La prioridad más importante de Acheson en los años inmediatamente después de la Segunda Guerra Mundial, fue reconstruir Europa Occidental y crear una comunidad atlántica para hacer frente a lo que entonces era percibido como el coloso soviético. Con el Plan Marshall, la creación de la OTAN y el retorno de Alemania y Japón a la comunidad de naciones. construyó la estructura que sostuvo a la democracia durante la guerra fría,. Pero Acheson fue menos preciso en cuanto al papel de la diplomacia en este proceso, una vez que se completase la fase arquitectónica.
Kennan representaba la otra tendencia del pensamiento estadounidense.

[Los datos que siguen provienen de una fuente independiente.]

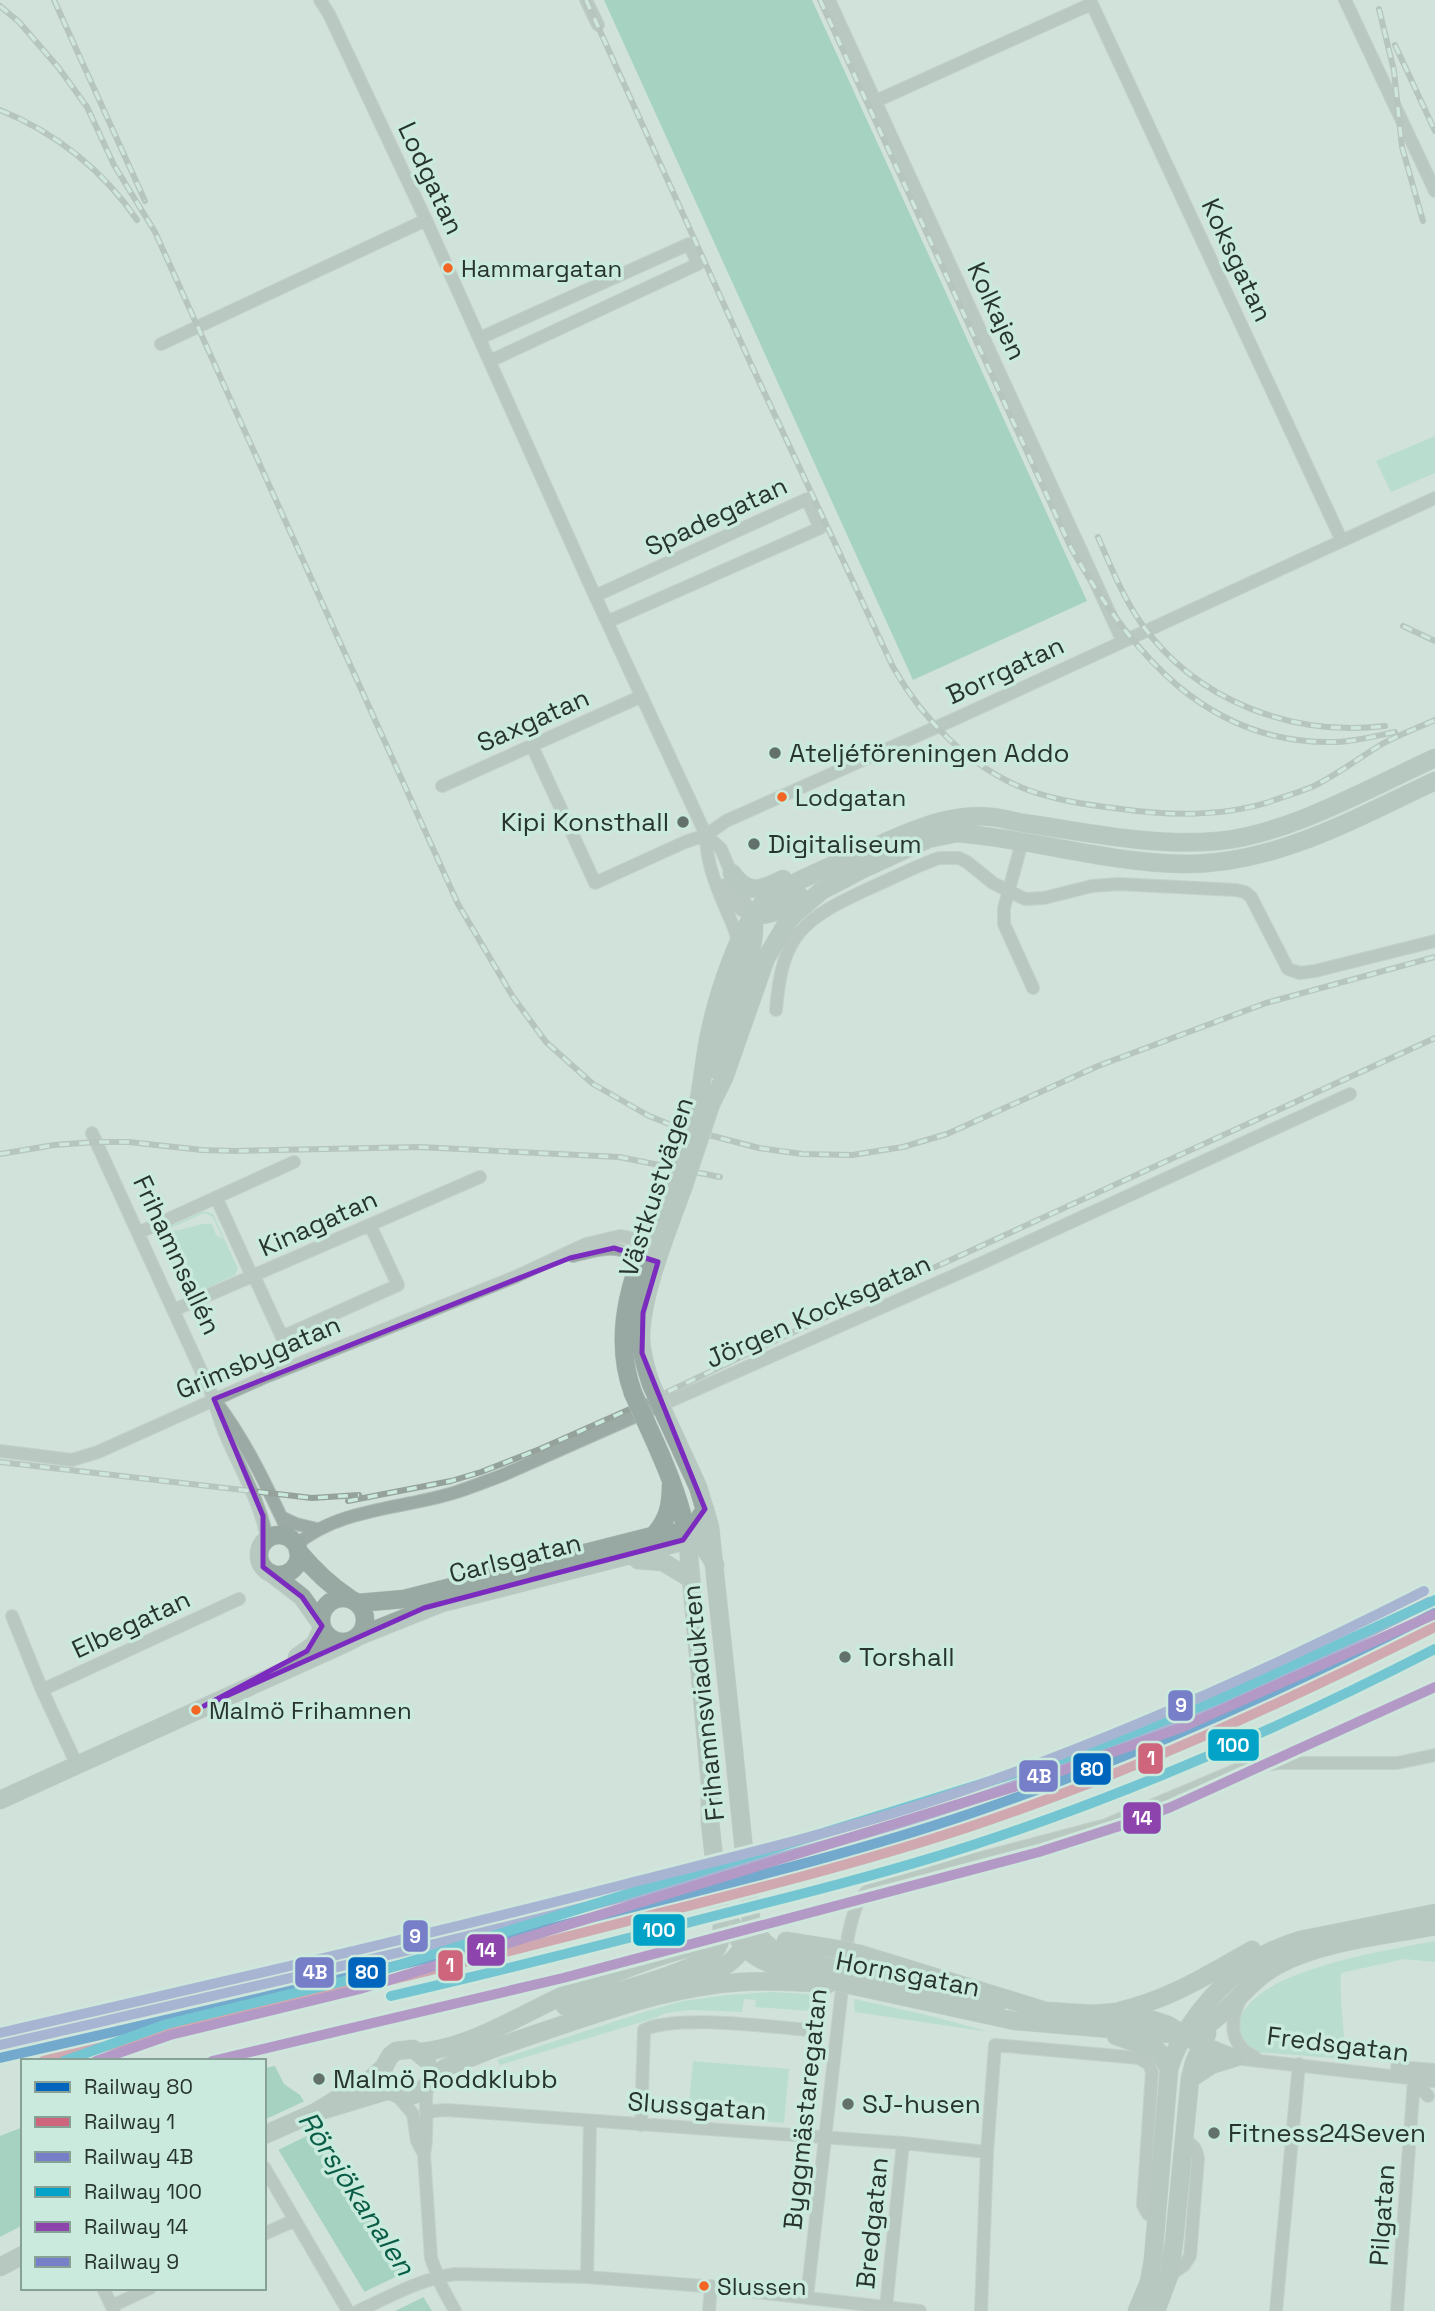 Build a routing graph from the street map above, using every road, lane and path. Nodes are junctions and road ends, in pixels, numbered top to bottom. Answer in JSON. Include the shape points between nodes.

Rechazaba lo que consideraba que era la militarización de sus propias opiniones, inaugurando un debate que aún continúa. En el fondo, Acheson creía que las situaciones de poder sería auto-implementadas, y minimizó la importancia del enfoque diplomático con respecto al adversario. Kennan planteó el tema de cómo ganarse la aquiescencia soviética en el proceso e instó a negociar, incluso mientras se estaba construyendo la última estructura. Acheson trataba la diplomacia como una consecuencia más o menos sistemática de un despliegue estratégico; Kennan la veía como una empresa autónoma, que dependía fundamentalmente de las habilidades diplomáticas. El peligro del enfoque de Acheson ha sido el estancamiento y la gradual desilusión del público con la situación de tablas. El peligro del enfoque de Kennan ha sido que la diplomacia se convierta en un ejercicio técnico en agudas diferencias y así se conviertan en contemporización. Cómo fundir las dos tendencias de modo que la fuerza militar y la diplomacia se apoyen mutuamente y así la estrategia nacional se convierta en una red fluida, es la esencia de la controversia nacional.
Beisner nos muestra cómo el fracaso en hacerlo con respecto a la Guerra de Corea, fue la causa del único gran error de la gestión de Acheson: al principio, dejó a Corea fuera del perímetro norteamericano de defensa (aunque esto en la época era visto como sentido común), y, más tarde, la incapacidad de coordinar las operaciones militares después de que Estados Unidos hubiese cruzado el paralelo 38 con algunos objetivos diplomáticamente realizables.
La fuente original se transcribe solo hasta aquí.